Below is somethng I wrote back in the early 1990's. It reminds me of the crisis I was going through at the time. I have to believe that at least 1 out of 10 JW's is going through something similar at any given time.
But most don't come clean with their own responsibility. Their disappointments are betrayed by the bumps under their cloak of sadness.

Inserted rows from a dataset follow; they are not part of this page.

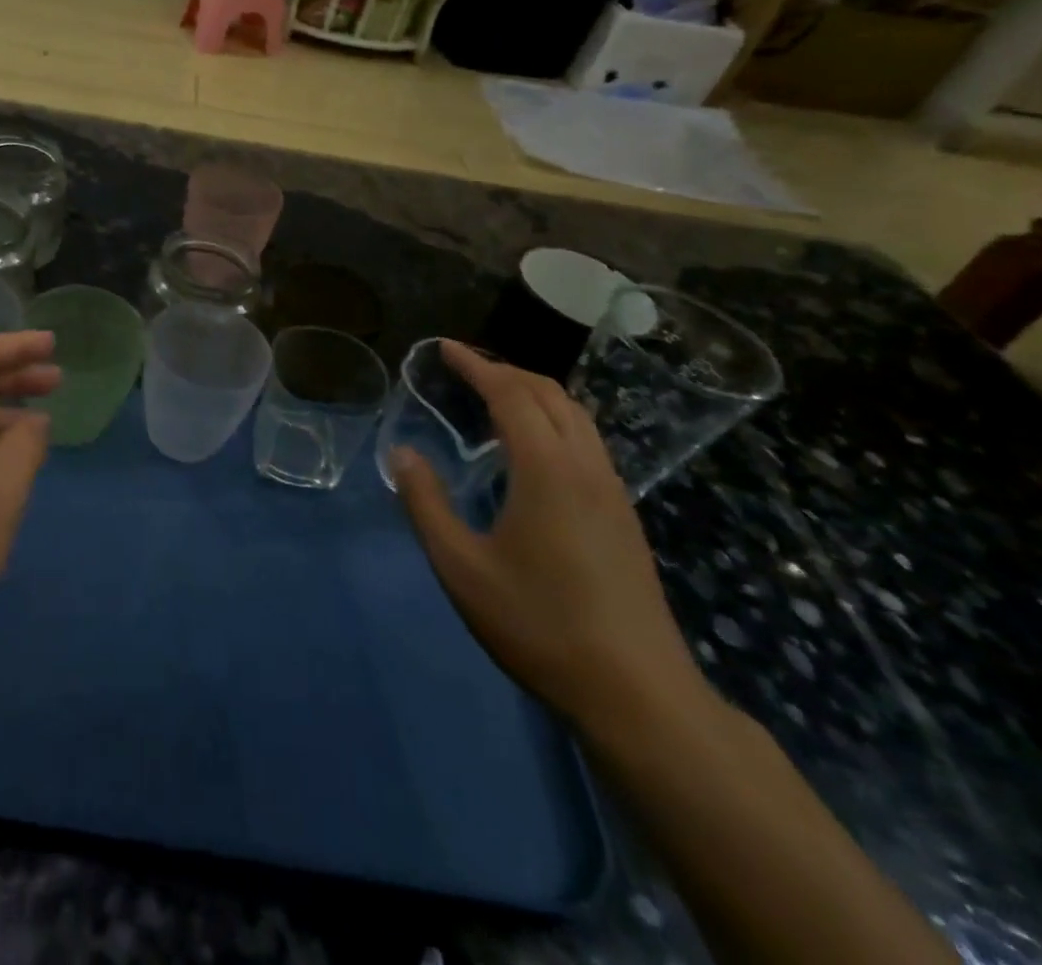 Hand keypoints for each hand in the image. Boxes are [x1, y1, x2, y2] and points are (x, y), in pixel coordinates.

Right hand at [388, 341, 707, 730]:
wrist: (639, 694)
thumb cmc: (539, 624)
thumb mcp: (461, 567)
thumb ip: (426, 503)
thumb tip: (402, 454)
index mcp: (547, 470)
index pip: (511, 394)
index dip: (476, 365)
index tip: (444, 347)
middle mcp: (586, 468)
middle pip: (551, 395)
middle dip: (505, 370)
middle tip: (464, 368)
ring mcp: (613, 493)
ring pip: (577, 417)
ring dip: (534, 394)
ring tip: (495, 398)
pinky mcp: (623, 518)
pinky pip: (587, 443)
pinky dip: (553, 421)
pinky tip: (532, 451)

"Nothing happened in 1975. Who would ever think that "nothing" could make such a big difference. But as a third generation JW who just spent his years from the age of 21 to the age of 30 in expectation of the promised "end" it was a difficult reality to face. Proverbs 13:12 sums it up
"Expectation postponed is making the heart sick, but the thing desired is a tree of life when it does come." |
I wondered whether this was a miscalculation or perhaps a test. For the next 5 years I lived my life feeling that the end was still near and that Jehovah was sifting us to see who was serving just for a date. To all appearances this seemed exactly what was going on. For the first time in the history of the organization the number of preachers actually decreased.

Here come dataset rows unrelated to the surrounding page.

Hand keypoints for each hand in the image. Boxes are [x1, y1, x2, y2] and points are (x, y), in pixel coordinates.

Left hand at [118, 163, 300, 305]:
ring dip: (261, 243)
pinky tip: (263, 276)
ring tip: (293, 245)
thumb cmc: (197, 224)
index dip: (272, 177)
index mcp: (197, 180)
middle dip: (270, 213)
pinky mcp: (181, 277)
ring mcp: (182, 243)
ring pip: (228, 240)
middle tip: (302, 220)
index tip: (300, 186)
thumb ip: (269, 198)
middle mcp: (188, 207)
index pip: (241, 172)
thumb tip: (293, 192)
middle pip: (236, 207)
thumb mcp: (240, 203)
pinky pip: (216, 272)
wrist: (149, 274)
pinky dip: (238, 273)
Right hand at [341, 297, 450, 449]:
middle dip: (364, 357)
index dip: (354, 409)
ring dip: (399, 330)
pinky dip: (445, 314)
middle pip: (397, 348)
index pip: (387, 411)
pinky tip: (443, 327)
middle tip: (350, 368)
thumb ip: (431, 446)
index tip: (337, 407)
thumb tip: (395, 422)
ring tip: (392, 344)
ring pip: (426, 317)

But when 1980 came and the organization started back increasing it was clear that indeed the end was not yet and there was no significance to 1975 at all. Even worse, a kind of denial set in where the Watchtower was trying to make the rank and file guilty for having expectations for 1975. Again there is a scripture that sums this up. Ezekiel 14:9,10
"And as for the prophet, in case he gets fooled and actually speaks a word, I myself, Jehovah, have fooled that prophet; and I will stretch out my hand against him and annihilate him.... And they will have to bear their error. The error of the INQUIRER will prove to be just the same as the error of the prophet." |
This scripture got me out of the "victim" mode. I realized that it does no good to point fingers. That's MY sin. The false prophet has THEIR sin. But the inquirer has THEIR sin.
The fact remains - I BELIEVED A FALSE PROPHECY.
I decided to take responsibility for myself. I have learned that true repentance is not just the feeling of regret. True repentance is accompanied by the attitude "How can I prevent this from happening AGAIN?" The solution to this problem is at Romans 2:21
"do you, however, the one teaching someone else, not teach yourself? |
To avoid being misled by others I must teach myself. At least then, if I err it will be my own confusion. I will never buy into someone else's explanation. I will examine everything to the best of my ability.